*** Opening Records supplied ***

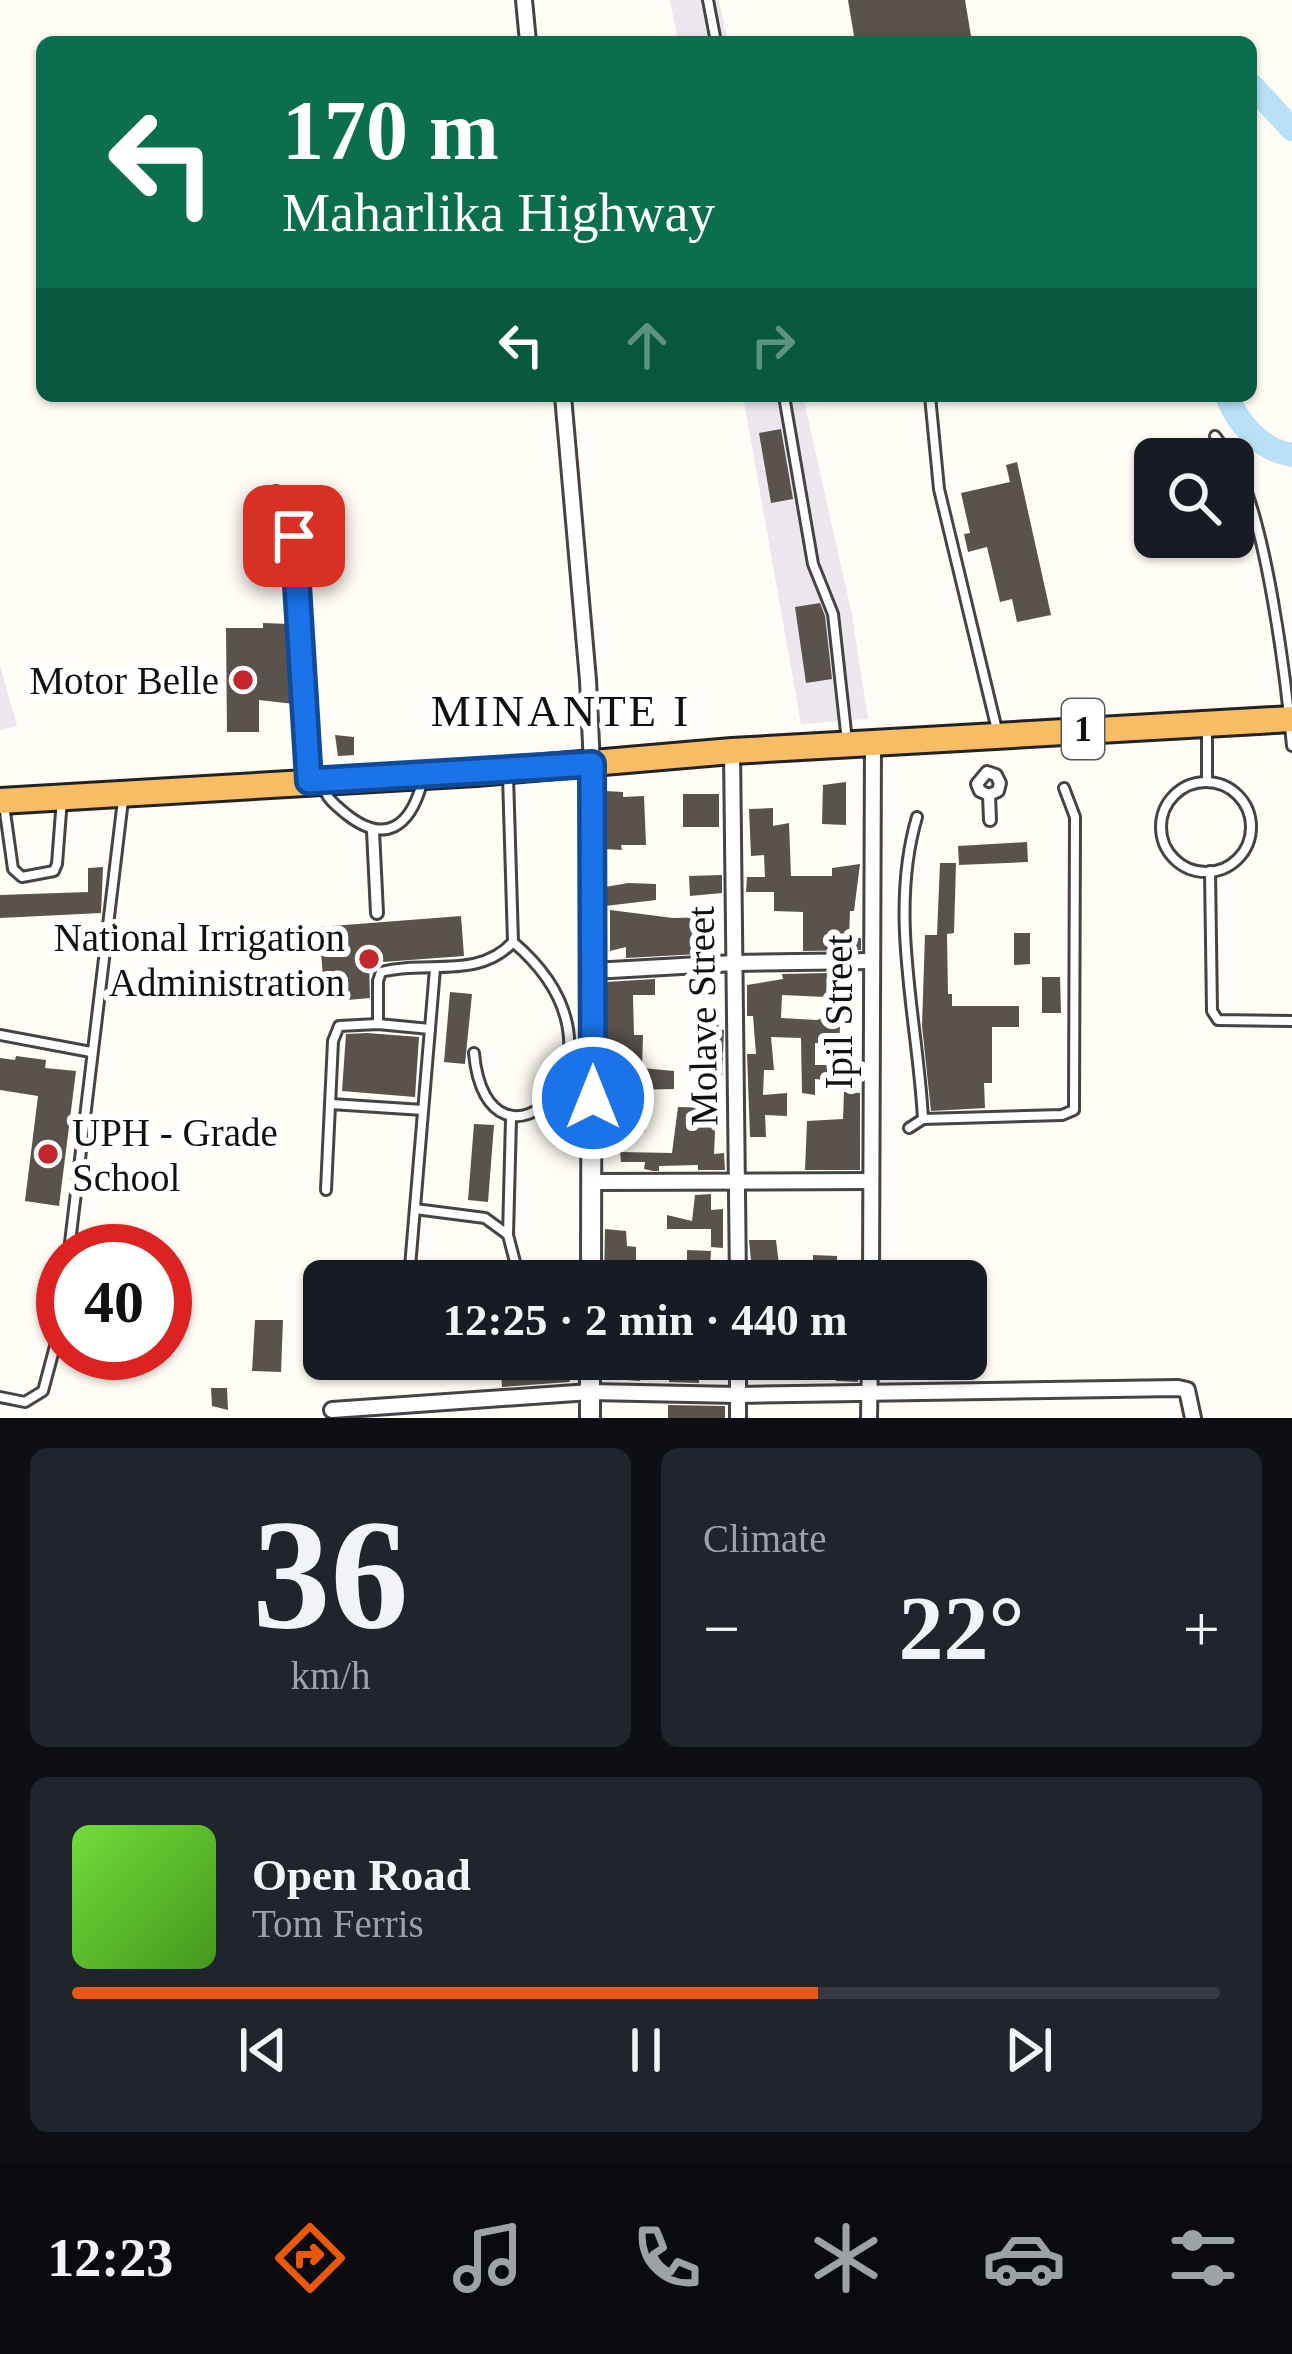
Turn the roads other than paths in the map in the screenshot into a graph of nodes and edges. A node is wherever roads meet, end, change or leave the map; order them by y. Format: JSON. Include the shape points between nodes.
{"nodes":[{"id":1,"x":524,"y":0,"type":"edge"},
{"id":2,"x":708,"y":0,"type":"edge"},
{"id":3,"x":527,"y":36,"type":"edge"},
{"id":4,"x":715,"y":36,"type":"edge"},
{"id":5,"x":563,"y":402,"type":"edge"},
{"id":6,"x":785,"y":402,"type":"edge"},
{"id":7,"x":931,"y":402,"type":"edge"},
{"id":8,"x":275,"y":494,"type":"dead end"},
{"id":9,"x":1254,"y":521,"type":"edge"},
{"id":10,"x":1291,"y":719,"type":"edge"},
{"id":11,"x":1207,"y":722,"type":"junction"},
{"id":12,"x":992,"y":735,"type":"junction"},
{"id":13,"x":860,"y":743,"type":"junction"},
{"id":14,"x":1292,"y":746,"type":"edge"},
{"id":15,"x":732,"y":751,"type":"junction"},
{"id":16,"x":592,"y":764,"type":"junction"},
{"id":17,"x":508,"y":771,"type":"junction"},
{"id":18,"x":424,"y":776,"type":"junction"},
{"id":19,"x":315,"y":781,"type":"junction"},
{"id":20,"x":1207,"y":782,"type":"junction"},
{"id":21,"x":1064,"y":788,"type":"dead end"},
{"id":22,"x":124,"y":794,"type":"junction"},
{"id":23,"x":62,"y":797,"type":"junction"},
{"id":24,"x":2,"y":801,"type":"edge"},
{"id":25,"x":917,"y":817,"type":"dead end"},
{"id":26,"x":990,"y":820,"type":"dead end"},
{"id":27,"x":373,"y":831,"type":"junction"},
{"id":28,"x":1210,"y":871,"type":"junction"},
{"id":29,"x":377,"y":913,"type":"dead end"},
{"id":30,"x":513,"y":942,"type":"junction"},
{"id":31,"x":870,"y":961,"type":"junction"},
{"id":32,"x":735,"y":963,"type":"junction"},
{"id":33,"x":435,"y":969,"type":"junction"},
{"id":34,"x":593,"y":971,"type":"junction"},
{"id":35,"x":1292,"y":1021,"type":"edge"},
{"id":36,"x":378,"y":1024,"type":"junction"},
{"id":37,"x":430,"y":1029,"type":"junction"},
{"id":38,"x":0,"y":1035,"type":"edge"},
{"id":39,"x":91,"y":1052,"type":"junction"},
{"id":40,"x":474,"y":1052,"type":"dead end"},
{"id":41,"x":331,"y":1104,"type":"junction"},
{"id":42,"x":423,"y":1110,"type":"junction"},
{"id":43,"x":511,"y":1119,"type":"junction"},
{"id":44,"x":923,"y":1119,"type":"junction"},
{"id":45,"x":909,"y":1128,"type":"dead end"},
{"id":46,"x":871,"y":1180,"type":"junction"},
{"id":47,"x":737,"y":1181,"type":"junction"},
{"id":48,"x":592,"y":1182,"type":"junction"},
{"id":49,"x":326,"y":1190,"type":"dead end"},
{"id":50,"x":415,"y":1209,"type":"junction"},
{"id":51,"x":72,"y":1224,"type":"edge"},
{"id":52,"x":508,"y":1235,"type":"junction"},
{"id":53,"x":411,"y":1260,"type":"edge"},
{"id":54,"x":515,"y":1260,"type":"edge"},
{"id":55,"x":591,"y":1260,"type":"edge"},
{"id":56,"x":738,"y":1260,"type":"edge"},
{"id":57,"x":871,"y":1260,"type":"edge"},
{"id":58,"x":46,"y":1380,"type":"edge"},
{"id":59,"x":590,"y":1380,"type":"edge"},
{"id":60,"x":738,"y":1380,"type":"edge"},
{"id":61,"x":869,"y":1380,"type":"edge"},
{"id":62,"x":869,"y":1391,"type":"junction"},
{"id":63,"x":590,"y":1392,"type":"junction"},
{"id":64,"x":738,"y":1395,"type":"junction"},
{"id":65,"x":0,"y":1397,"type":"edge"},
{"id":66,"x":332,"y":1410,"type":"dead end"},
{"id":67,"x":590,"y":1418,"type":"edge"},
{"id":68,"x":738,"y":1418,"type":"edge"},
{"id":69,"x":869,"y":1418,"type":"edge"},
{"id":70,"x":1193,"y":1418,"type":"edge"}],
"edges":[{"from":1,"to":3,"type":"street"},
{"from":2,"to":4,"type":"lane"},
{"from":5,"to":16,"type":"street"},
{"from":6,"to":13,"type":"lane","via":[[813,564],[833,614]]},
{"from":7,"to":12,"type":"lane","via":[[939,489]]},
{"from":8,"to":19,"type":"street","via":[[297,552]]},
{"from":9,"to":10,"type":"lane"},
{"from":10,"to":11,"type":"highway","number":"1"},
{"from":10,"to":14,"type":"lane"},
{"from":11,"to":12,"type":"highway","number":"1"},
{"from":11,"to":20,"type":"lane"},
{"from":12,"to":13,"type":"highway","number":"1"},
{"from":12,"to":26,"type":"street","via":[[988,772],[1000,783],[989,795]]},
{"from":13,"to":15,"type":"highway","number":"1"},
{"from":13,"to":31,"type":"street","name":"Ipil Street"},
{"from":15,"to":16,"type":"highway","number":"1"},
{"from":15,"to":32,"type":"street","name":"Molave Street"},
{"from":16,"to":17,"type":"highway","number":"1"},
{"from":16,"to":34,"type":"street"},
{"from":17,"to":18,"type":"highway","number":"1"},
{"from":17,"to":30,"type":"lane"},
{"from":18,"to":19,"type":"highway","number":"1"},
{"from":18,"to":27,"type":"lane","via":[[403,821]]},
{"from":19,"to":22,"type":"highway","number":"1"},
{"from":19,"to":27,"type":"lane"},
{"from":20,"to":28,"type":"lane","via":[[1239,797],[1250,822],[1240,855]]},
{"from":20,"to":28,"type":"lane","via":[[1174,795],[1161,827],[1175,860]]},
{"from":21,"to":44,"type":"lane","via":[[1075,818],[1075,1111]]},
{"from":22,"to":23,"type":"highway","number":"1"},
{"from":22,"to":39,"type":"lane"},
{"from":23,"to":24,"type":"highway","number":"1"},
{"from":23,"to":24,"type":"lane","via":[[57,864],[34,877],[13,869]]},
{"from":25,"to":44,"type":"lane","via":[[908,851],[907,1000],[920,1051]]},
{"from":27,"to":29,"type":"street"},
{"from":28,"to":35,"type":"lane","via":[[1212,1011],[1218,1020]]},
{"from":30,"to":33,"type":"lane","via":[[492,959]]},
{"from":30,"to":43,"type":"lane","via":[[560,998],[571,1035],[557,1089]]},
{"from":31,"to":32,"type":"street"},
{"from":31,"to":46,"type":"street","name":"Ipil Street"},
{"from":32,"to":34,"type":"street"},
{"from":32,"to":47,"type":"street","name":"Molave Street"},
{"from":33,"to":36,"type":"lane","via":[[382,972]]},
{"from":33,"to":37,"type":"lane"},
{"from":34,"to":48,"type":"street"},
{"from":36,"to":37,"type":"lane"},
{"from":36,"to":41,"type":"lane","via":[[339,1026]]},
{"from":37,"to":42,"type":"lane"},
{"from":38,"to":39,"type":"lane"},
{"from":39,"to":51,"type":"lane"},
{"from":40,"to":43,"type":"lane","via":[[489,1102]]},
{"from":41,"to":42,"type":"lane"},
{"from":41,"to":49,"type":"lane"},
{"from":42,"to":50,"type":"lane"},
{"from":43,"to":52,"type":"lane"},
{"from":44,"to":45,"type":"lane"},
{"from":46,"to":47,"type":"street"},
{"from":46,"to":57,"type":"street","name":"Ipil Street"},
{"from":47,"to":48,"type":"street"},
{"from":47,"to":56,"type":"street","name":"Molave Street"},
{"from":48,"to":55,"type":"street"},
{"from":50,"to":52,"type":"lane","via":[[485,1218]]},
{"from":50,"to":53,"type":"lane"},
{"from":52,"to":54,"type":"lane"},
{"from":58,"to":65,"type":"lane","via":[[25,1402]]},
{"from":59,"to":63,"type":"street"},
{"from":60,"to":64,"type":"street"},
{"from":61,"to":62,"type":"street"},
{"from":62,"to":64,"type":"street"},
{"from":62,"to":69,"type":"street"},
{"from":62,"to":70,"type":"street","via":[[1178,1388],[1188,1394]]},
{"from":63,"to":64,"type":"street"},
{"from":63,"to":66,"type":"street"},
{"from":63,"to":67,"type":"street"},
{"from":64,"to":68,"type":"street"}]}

*** Closing Records supplied ***

▶ _Work to complete_: The word "dead" occurs in some lines of the data above; report how many such lines there are, with no other words.

▶ _Finished task_: 9